### [Exercise objective]
Search the listing below, and show each line that includes the word "Почтовый".
======== Data listing
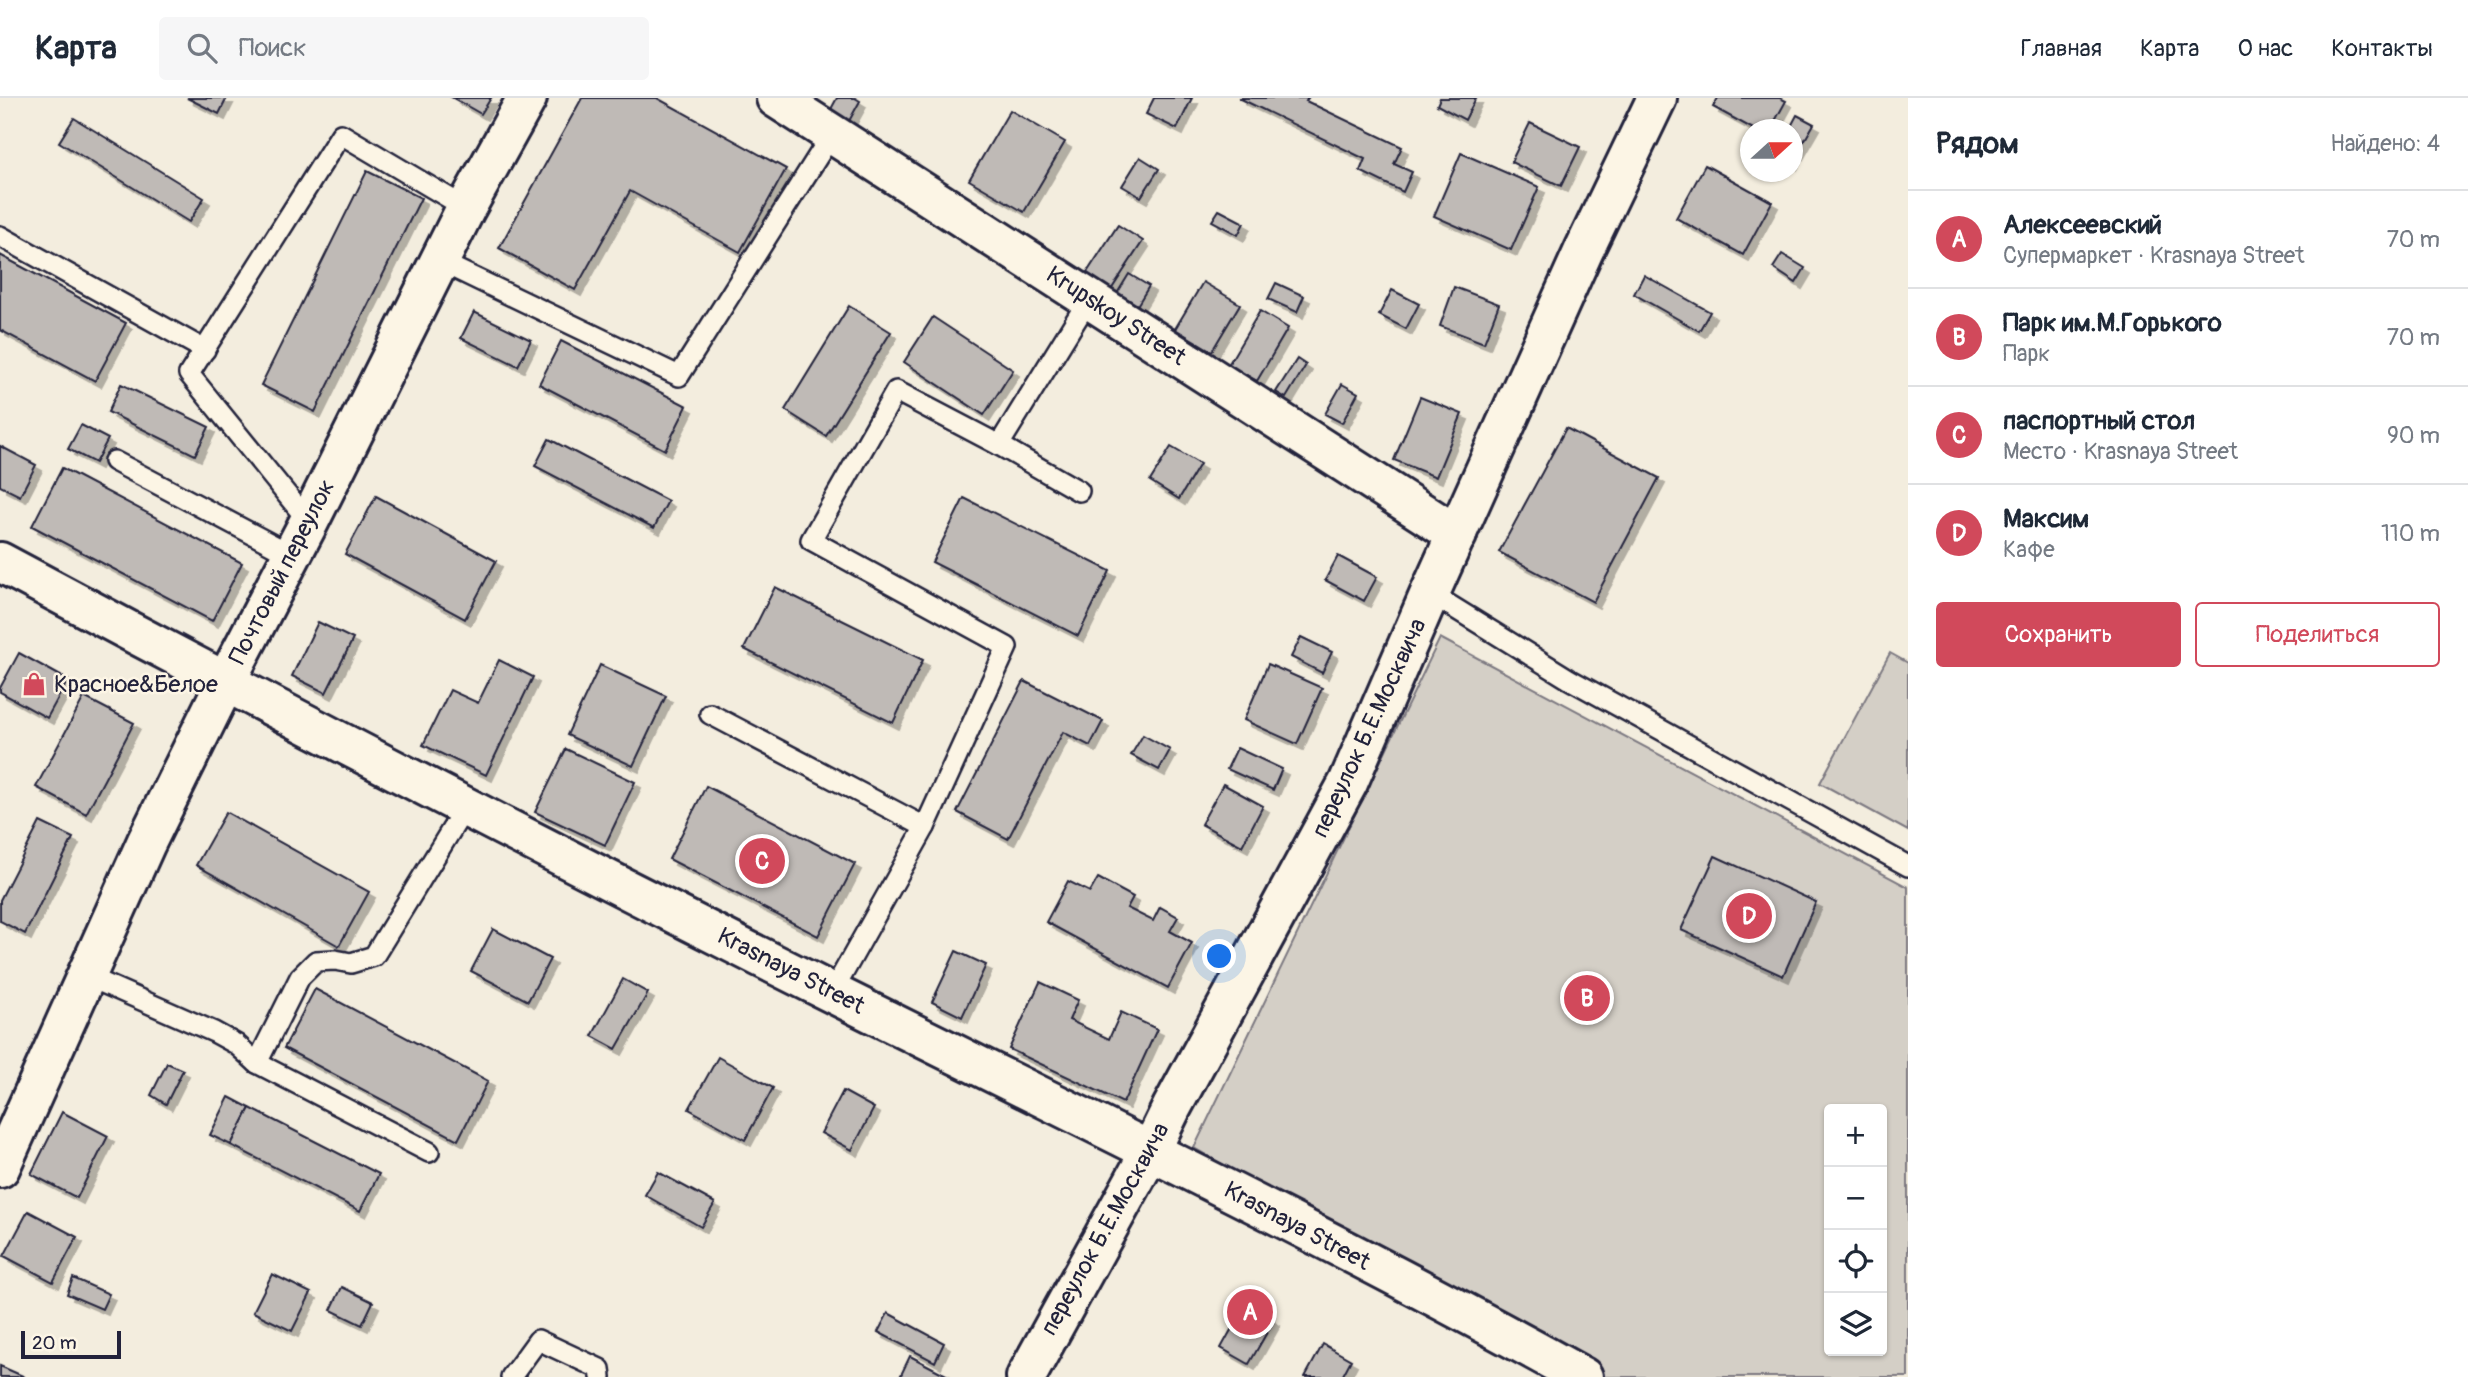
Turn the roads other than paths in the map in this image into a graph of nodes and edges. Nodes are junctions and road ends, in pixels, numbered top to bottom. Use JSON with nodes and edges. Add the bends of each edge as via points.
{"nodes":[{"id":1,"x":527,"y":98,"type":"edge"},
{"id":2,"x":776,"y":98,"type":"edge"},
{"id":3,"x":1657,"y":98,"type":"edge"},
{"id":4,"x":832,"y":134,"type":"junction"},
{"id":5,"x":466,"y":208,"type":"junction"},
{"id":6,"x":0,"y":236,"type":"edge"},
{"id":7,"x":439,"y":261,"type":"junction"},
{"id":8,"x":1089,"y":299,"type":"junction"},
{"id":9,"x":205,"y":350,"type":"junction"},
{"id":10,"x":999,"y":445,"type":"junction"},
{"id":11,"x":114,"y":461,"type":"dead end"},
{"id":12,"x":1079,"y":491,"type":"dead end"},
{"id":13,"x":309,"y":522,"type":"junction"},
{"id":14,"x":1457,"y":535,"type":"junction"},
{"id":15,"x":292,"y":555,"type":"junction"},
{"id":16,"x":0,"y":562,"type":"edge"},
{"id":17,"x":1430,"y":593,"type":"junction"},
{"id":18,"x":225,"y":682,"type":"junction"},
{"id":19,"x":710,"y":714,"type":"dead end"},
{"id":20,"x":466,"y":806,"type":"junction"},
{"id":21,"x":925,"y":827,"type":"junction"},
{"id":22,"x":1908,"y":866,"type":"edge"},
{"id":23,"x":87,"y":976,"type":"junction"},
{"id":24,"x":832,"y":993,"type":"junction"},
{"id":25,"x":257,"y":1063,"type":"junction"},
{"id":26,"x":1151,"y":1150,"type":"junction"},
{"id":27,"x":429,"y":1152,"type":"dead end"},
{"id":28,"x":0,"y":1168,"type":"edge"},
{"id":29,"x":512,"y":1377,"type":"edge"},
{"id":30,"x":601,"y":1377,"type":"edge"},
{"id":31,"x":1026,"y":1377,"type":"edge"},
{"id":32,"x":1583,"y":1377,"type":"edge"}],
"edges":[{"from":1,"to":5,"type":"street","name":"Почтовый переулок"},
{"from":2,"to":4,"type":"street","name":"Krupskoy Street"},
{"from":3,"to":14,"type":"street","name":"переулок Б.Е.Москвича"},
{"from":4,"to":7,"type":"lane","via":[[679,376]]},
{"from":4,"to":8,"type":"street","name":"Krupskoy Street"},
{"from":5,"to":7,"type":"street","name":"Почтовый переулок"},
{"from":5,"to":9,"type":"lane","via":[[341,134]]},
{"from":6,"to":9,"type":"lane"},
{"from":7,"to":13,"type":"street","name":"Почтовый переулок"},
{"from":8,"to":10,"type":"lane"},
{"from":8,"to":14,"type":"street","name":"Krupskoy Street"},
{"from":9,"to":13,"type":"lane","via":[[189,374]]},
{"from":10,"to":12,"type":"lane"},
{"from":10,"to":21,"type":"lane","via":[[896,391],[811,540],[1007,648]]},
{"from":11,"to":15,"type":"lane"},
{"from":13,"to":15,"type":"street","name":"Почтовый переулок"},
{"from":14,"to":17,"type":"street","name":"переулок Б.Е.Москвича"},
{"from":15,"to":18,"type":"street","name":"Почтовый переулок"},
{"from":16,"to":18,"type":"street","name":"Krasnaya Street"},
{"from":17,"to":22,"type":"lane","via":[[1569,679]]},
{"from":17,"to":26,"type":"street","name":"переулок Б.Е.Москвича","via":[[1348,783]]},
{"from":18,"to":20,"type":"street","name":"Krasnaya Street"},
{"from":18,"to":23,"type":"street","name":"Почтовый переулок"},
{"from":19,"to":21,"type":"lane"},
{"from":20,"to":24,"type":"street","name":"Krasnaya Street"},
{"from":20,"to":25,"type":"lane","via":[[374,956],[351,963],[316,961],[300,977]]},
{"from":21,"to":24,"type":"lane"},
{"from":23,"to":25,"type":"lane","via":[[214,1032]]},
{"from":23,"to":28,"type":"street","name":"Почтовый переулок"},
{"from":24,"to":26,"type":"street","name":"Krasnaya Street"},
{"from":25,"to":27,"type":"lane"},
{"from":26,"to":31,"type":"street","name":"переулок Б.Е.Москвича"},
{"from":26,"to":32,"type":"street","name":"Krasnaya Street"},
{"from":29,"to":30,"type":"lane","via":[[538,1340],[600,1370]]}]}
================
### [Task response]
"edges":[{"from":1,"to":5,"type":"street","name":"Почтовый переулок"},
{"from":5,"to":7,"type":"street","name":"Почтовый переулок"},
{"from":7,"to":13,"type":"street","name":"Почтовый переулок"},
{"from":13,"to":15,"type":"street","name":"Почтовый переулок"},
{"from":15,"to":18,"type":"street","name":"Почтовый переулок"},
{"from":18,"to":23,"type":"street","name":"Почтовый переулок"},
{"from":23,"to":28,"type":"street","name":"Почтовый переулок"},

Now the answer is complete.